**EXERCISE DATA**
----

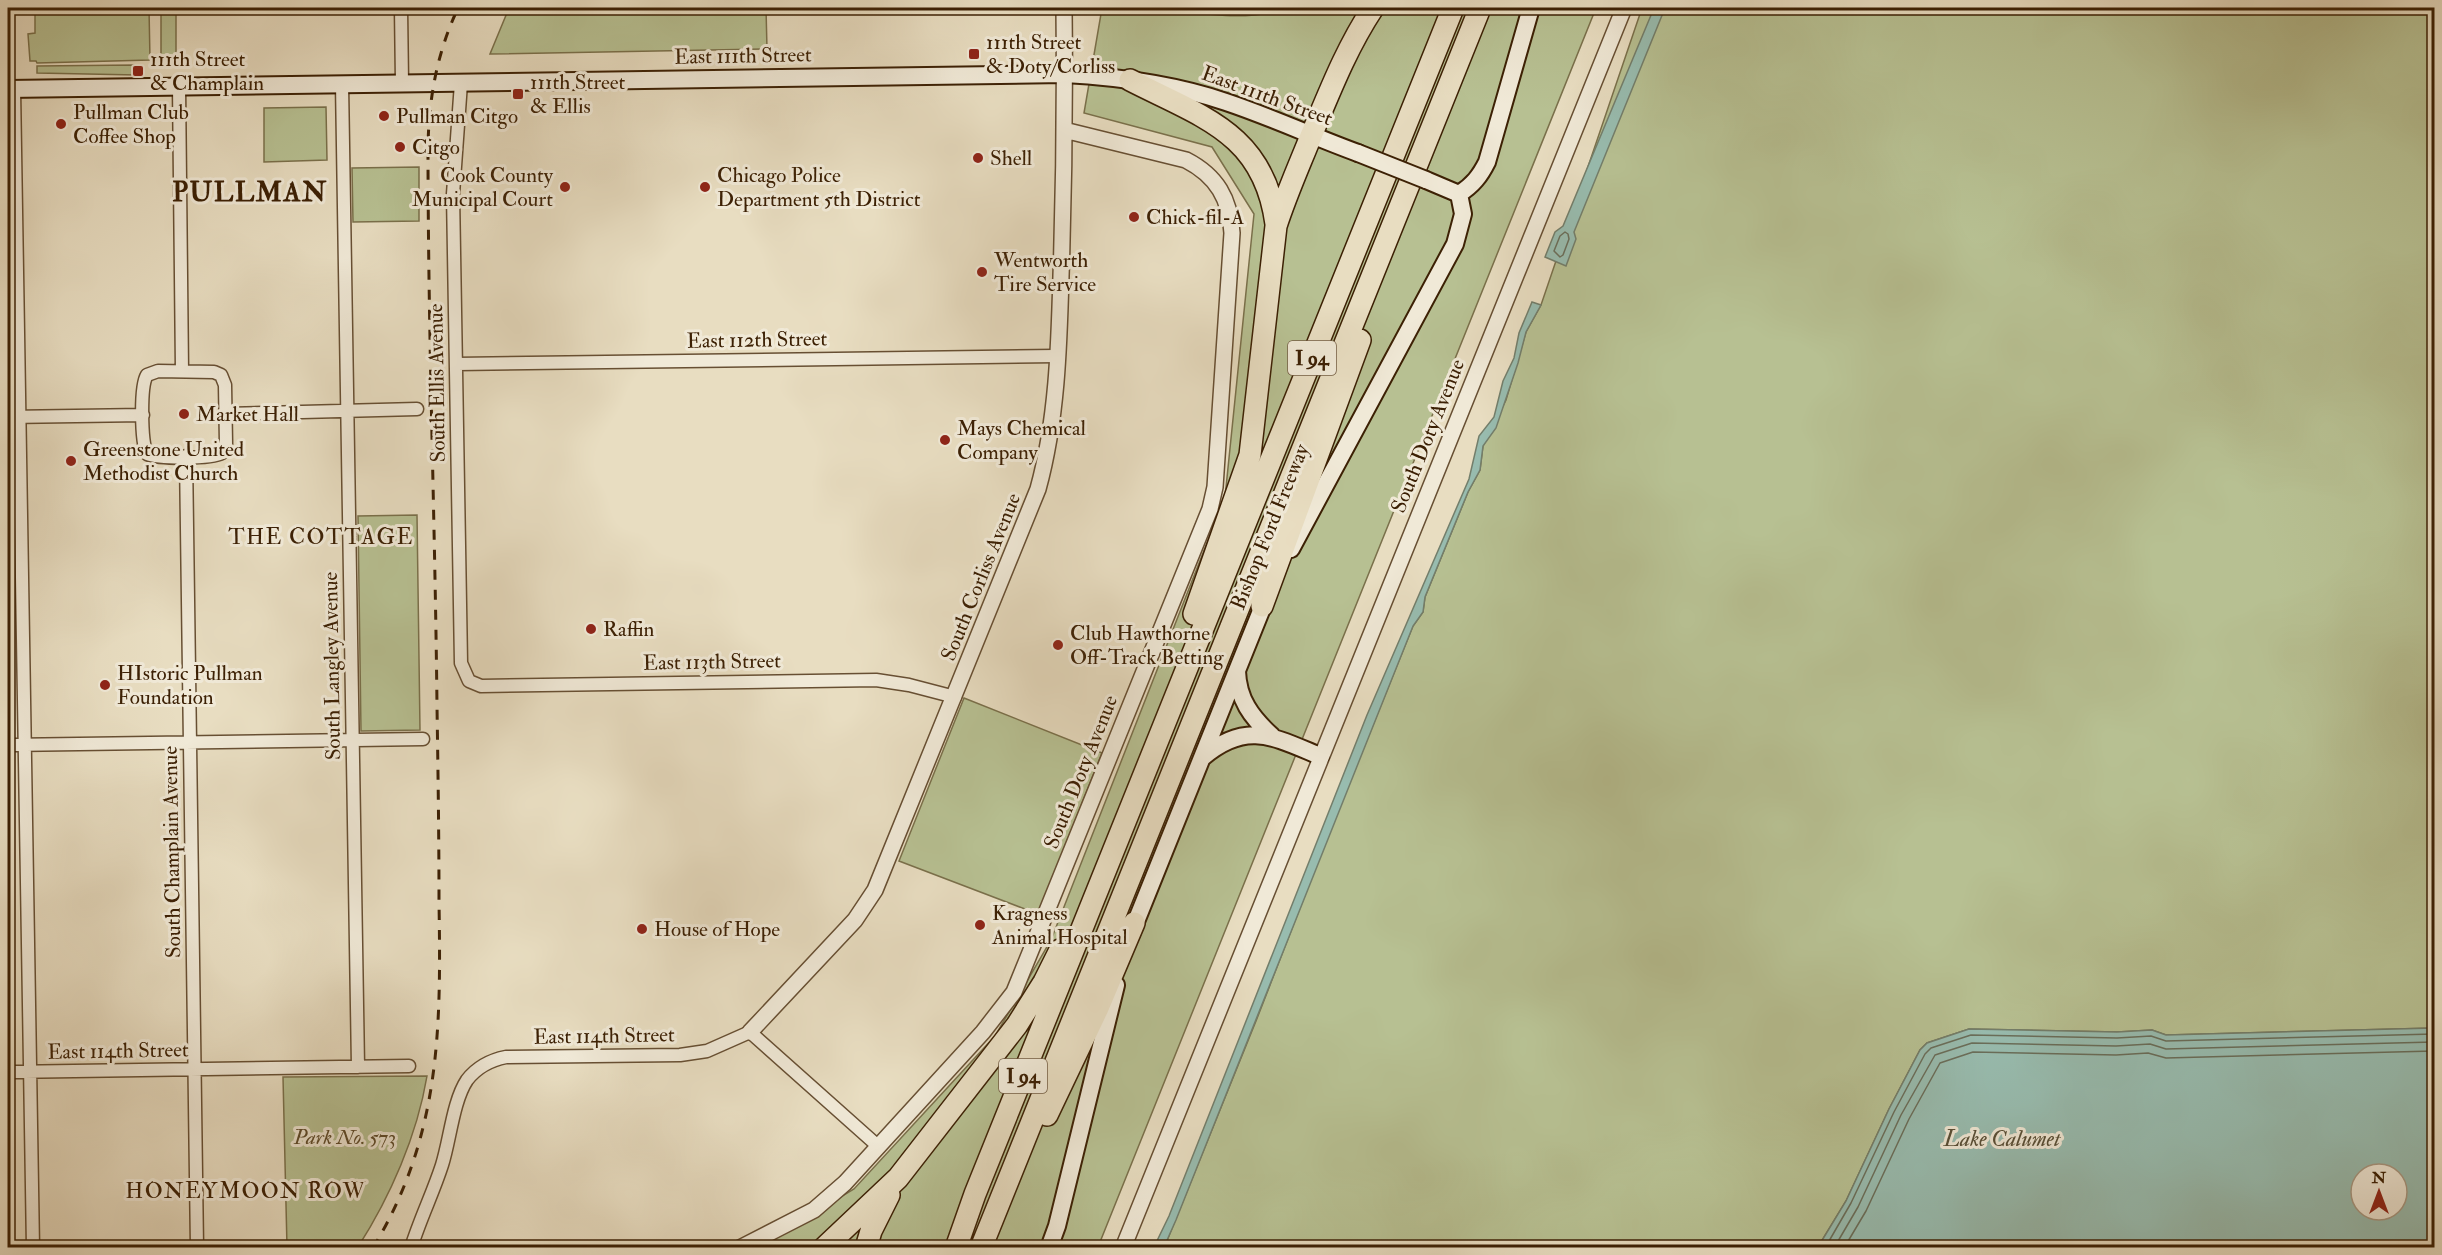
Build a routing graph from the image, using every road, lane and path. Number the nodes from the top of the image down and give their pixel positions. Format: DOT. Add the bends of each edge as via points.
graph roads {
  1 [pos="402,8"];
  2 [pos="1064,8"];
  3 [pos="1373,8"];
  4 [pos="1453,8"];
  5 [pos="1480,8"];
  6 [pos="1531,8"];
  7 [pos="1624,8"];
  8 [pos="1065,74"];
  9 [pos="1130,80"];
  10 [pos="461,83"];
  11 [pos="342,84"];
  12 [pos="402,84"];
  13 [pos="179,86"];
  14 [pos="11,89"];
  15 [pos="1064,130"];
  16 [pos="1312,136"];
  17 [pos="1459,194"];
  18 [pos="1276,226"];
  19 [pos="12,256"];
  20 [pos="1376,262"];
  21 [pos="1056,356"];
  22 [pos="457,364"];
  23 [pos="182,371"];
  24 [pos="417,409"];
  25 [pos="348,410"];
  26 [pos="225,414"];
  27 [pos="143,415"];
  28 [pos="13,417"];
  29 [pos="186,456"];
  30 [pos="1262,606"];
  31 [pos="1237,669"];
  32 [pos="469,681"];
  33 [pos="955,697"];
  34 [pos="1171,708"];
  35 [pos="1272,736"];
  36 [pos="423,739"];
  37 [pos="353,740"];
  38 [pos="190,742"];
  39 [pos="8,745"];
  40 [pos="25,745"];
  41 [pos="1320,756"];
  42 [pos="1201,759"];
  43 [pos="1092,905"];
  44 [pos="1134,923"];
  45 [pos="750,1032"];
  46 [pos="410,1066"];
  47 [pos="358,1067"];
  48 [pos="195,1069"];
  49 [pos="8,1072"];
  50 [pos="30,1072"];
  51 [pos="879,1148"];
  52 [pos="898,1178"];
  53 [pos="1001,1193"];
  54 [pos="33,1248"];
  55 [pos="197,1248"];
  56 [pos="411,1248"];
  57 [pos="740,1248"];
  58 [pos="824,1248"];
  59 [pos="866,1248"];
  60 [pos="956,1248"];
  61 [pos="981,1248"];
  62 [pos="1049,1248"];
  63 [pos="1123,1248"];
  1 -- 12 [label="street"];
  2 -- 8 [label="street"];
  3 -- 16 [label="highway" via="1337,70"];
  4 -- 34 [label="highway, Bishop Ford Freeway / I 94"];
  5 -- 20 [label="highway, Bishop Ford Freeway / I 94"];
  6 -- 17 [label="main road" via="1487,162 1481,175"];
  7 -- 41 [label="street, South Doty Avenue"];
  8 -- 9 [label="main road, East 111th Street"];
  8 -- 10 [label="main road, East 111th Street"];
  8 -- 15 [label="street, South Corliss Avenue"];
  9 -- 16 [label="main road, East 111th Street" via="1224,101"];
  9 -- 18 [label="highway" via="1207,119 1248,152 1265,181"];
  10 -- 12 [label="main road, East 111th Street"];
  10 -- 22 [label="street, South Ellis Avenue" via="453,194"];
  11 -- 12 [label="main road, East 111th Street"];
  11 -- 13 [label="main road, East 111th Street"];
  11 -- 25 [label="street, South Langley Avenue"];
  13 -- 14 [label="main road, East 111th Street"];
  13 -- 23 [label="street"];
  14 -- 19 [label="street"];
  15 -- 21 [label="street, South Corliss Avenue"];
  15 -- 51 [label="street, South Doty Avenue" via="1186,160 1213,179 1228,203 1232,233 1212,501 1014,992"];
  16 -- 17 [label="main road, East 111th Street, bridge"];
  16 -- 18 [label="highway"];
  17 -- 30 [label="main road" via="1463,214 1455,244"];
  18 -- 34 [label="highway" via="1250,455 1182,649"];
  19 -- 28 [label="street"];
  20 -- 30 [label="highway" via="1366,323"];
  20 -- 53 [label="highway, Bishop Ford Freeway / I 94"];
  21 -- 22 [label="street, East 112th Street"];
  21 -- 33 [label="street, South Corliss Avenue" via="1052,428 1038,489"];
  22 -- 32 [label="street, South Ellis Avenue" via="461,663"];
  23 -- 26 [label="street" via="221,375"];
  23 -- 27 [label="street" via="147,375"];
  24 -- 25 [label="street"];
  25 -- 26 [label="street"];
  25 -- 37 [label="street, South Langley Avenue"];
  26 -- 29 [label="street" via="226,444 222,453"];
  27 -- 28 [label="street"];
  27 -- 29 [label="street" via="147,454"];
  28 -- 40 [label="street"];
  29 -- 38 [label="street, South Champlain Avenue"];
  30 -- 31 [label="main road"];
  31 -- 35 [label="main road" via="1245,705"];
  31 -- 42 [label="main road"];
  32 -- 33 [label="street, East 113th Street" via="481,686 876,680"];
  33 -- 45 [label="street, South Corliss Avenue" via="875,890 855,920"];
  34 -- 43 [label="highway, Bishop Ford Freeway / I 94"];
  35 -- 41 [label="main road"];
  35 -- 42 [label="main road" via="1233,740"];
  36 -- 37 [label="street"];
  37 -- 38 [label="street"];
  37 -- 47 [label="street, South Langley Avenue"];
  38 -- 40 [label="street"];
  38 -- 48 [label="street, South Champlain Avenue"];
  39 -- 40 [label="street"];
  40 -- 50 [label="street"];
  41 -- 63 [label="street, South Doty Avenue"];
  42 -- 44 [label="main road"];
  43 -- 52 [label="highway" via="1063,944 1017,1025"];
  43 -- 60 [label="highway, Bishop Ford Freeway / I 94"];
  44 -- 53 [label="highway" via="1039,1133"];
  44 -- 62 [label="main road"];
  45 -- 51 [label="street"];
  45 -- 56 [label="street, East 114th Street" via="707,1051 680,1055 506,1057 484,1064 466,1081 460,1095 442,1166"];
  46 -- 47 [label="street, East 114th Street"];
  47 -- 48 [label="street, East 114th Street"];
  48 -- 50 [label="street, East 114th Street"];
  48 -- 55 [label="street, South Champlain Avenue"];
  49 -- 50 [label="street, East 114th Street"];
  50 -- 54 [label="street"];
  51 -- 57 [label="street, South Doty Avenue" via="814,1210"];
  52 -- 58 [label="highway"];
  52 -- 59 [label="highway"];
  53 -- 61 [label="highway, Bishop Ford Freeway / I 94"];
}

----

Output every entry verbatim. Pictures do not belong in the copy.

Build a routing graph from the image, using every road, lane and path. Number the nodes from the top of the image down and give their pixel positions. Format: DOT. Add the bends of each edge as via points.
graph roads {
  1 [pos="402,8"];
  2 [pos="1064,8"];
  3 [pos="1373,8"];
  4 [pos="1453,8"];
  5 [pos="1480,8"];
  6 [pos="1531,8"];
  7 [pos="1624,8"];
  8 [pos="1065,74"];
  9 [pos="1130,80"];
  10 [pos="461,83"];
  11 [pos="342,84"];
  12 [pos="402,84"];
  13 [pos="179,86"];
  14 [pos="11,89"];
  15 [pos="1064,130"];
  16 [pos="1312,136"];
  17 [pos="1459,194"];
  18 [pos="1276,226"];
  19 [pos="12,256"];
  20 [pos="1376,262"];
  21 [pos="1056,356"];
  22 [pos="457,364"];
  23 [pos="182,371"];
  24 [pos="417,409"];
  25 [pos="348,410"];
  26 [pos="225,414"];
  27 [pos="143,415"];
  28 [pos="13,417"];
  29 [pos="186,456"];
  30 [pos="1262,606"];
  31 [pos="1237,669"];
  32 [pos="469,681"];
  33 [pos="955,697"];
  34 [pos="1171,708"];
  35 [pos="1272,736"];
  36 [pos="423,739"];
  37 [pos="353,740"];
  38 [pos="190,742"];
  39 [pos="8,745"];
  40 [pos="25,745"];
  41 [pos="1320,756"];
  42 [pos="1201,759"];
  43 [pos="1092,905"];
  44 [pos="1134,923"];
  45 [pos="750,1032"];
  46 [pos="410,1066"];
  47 [pos="358,1067"];
  48 [pos="195,1069"];
  49 [pos="8,1072"];
  50 [pos="30,1072"];
  51 [pos="879,1148"];
  52 [pos="898,1178"];
  53 [pos="1001,1193"];
  54 [pos="33,1248"];
  55 [pos="197,1248"];
  56 [pos="411,1248"];
  57 [pos="740,1248"];
  58 [pos="824,1248"];
  59 [pos="866,1248"];
  60 [pos="956,1248"];
  61 [pos="981,1248"];
  62 [pos="1049,1248"];
  63 [pos="1123,1248"];
  1 -- 12 [label="street"];
  2 -- 8 [label="street"];
  3 -- 16 [label="highway" via="1337,70"];
  4 -- 34 [label="highway, Bishop Ford Freeway / I 94"];
  5 -- 20 [label="highway, Bishop Ford Freeway / I 94"];
  6 -- 17 [label="main road" via="1487,162 1481,175"];
  7 -- 41 [label="street, South Doty Avenue"];
  8 -- 9 [label="main road, East 111th Street"];
  8 -- 10 [label="main road, East 111th Street"];
  8 -- 15 [label="street, South Corliss Avenue"];
  9 -- 16 [label="main road, East 111th Street" via="1224,101"];
  9 -- 18 [label="highway" via="1207,119 1248,152 1265,181"];
  10 -- 12 [label="main road, East 111th Street"];
  10 -- 22 [label="street, South Ellis Avenue" via="453,194"];
  11 -- 12 [label="main road, East 111th Street"];
  11 -- 13 [label="main road, East 111th Street"];
  11 -- 25 [label="street, South Langley Avenue"];
  13 -- 14 [label="main road, East 111th Street"];
  13 -- 23 [label="street"];
  14 -- 19 [label="street"];
  15 -- 21 [label="street, South Corliss Avenue"];
  15 -- 51 [label="street, South Doty Avenue" via="1186,160 1213,179 1228,203 1232,233 1212,501 1014,992"];
  16 -- 17 [label="main road, East 111th Street, bridge"];
  16 -- 18 [label="highway"];
  17 -- 30 [label="main road" via="1463,214 1455,244"];
  18 -- 34 [label="highway" via="1250,455 1182,649"];
  19 -- 28 [label="street"];
  20 -- 30 [label="highway" via="1366,323"];
  20 -- 53 [label="highway, Bishop Ford Freeway / I 94"];
  21 -- 22 [label="street, East 112th Street"];
  21 -- 33 [label="street, South Corliss Avenue" via="1052,428 1038,489"];
  22 -- 32 [label="street, South Ellis Avenue" via="461,663"];
  23 -- 26 [label="street" via="221,375"];
  23 -- 27 [label="street" via="147,375"];
  24 -- 25 [label="street"];
  25 -- 26 [label="street"];
  25 -- 37 [label="street, South Langley Avenue"];
  26 -- 29 [label="street" via="226,444 222,453"];
  27 -- 28 [label="street"];
  27 -- 29 [label="street" via="147,454"];
  28 -- 40 [label="street"];
  29 -- 38 [label="street, South Champlain Avenue"];
  30 -- 31 [label="main road"];
  31 -- 35 [label="main road" via="1245,705"];
  31 -- 42 [label="main road"];
  32 -- 33 [label="street, East 113th Street" via="481,686 876,680"];
  33 -- 45 [label="street, South Corliss Avenue" via="875,890 855,920"];
  34 -- 43 [label="highway, Bishop Ford Freeway / I 94"];
  35 -- 41 [label="main road"];
  35 -- 42 [label="main road" via="1233,740"];
  36 -- 37 [label="street"];
  37 -- 38 [label="street"];
  37 -- 47 [label="street, South Langley Avenue"];
  38 -- 40 [label="street"];
  38 -- 48 [label="street, South Champlain Avenue"];
  39 -- 40 [label="street"];
  40 -- 50 [label="street"];
  41 -- 63 [label="street, South Doty Avenue"];
  42 -- 44 [label="main road"];
  43 -- 52 [label="highway" via="1063,944 1017,1025"];
  43 -- 60 [label="highway, Bishop Ford Freeway / I 94"];
  44 -- 53 [label="highway" via="1039,1133"];
  44 -- 62 [label="main road"];
  45 -- 51 [label="street"];
  45 -- 56 [label="street, East 114th Street" via="707,1051 680,1055 506,1057 484,1064 466,1081 460,1095 442,1166"];
  46 -- 47 [label="street, East 114th Street"];
  47 -- 48 [label="street, East 114th Street"];
  48 -- 50 [label="street, East 114th Street"];
  48 -- 55 [label="street, South Champlain Avenue"];
  49 -- 50 [label="street, East 114th Street"];
  50 -- 54 [label="street"];
  51 -- 57 [label="street, South Doty Avenue" via="814,1210"];
  52 -- 58 [label="highway"];
  52 -- 59 [label="highway"];
  53 -- 61 [label="highway, Bishop Ford Freeway / I 94"];
}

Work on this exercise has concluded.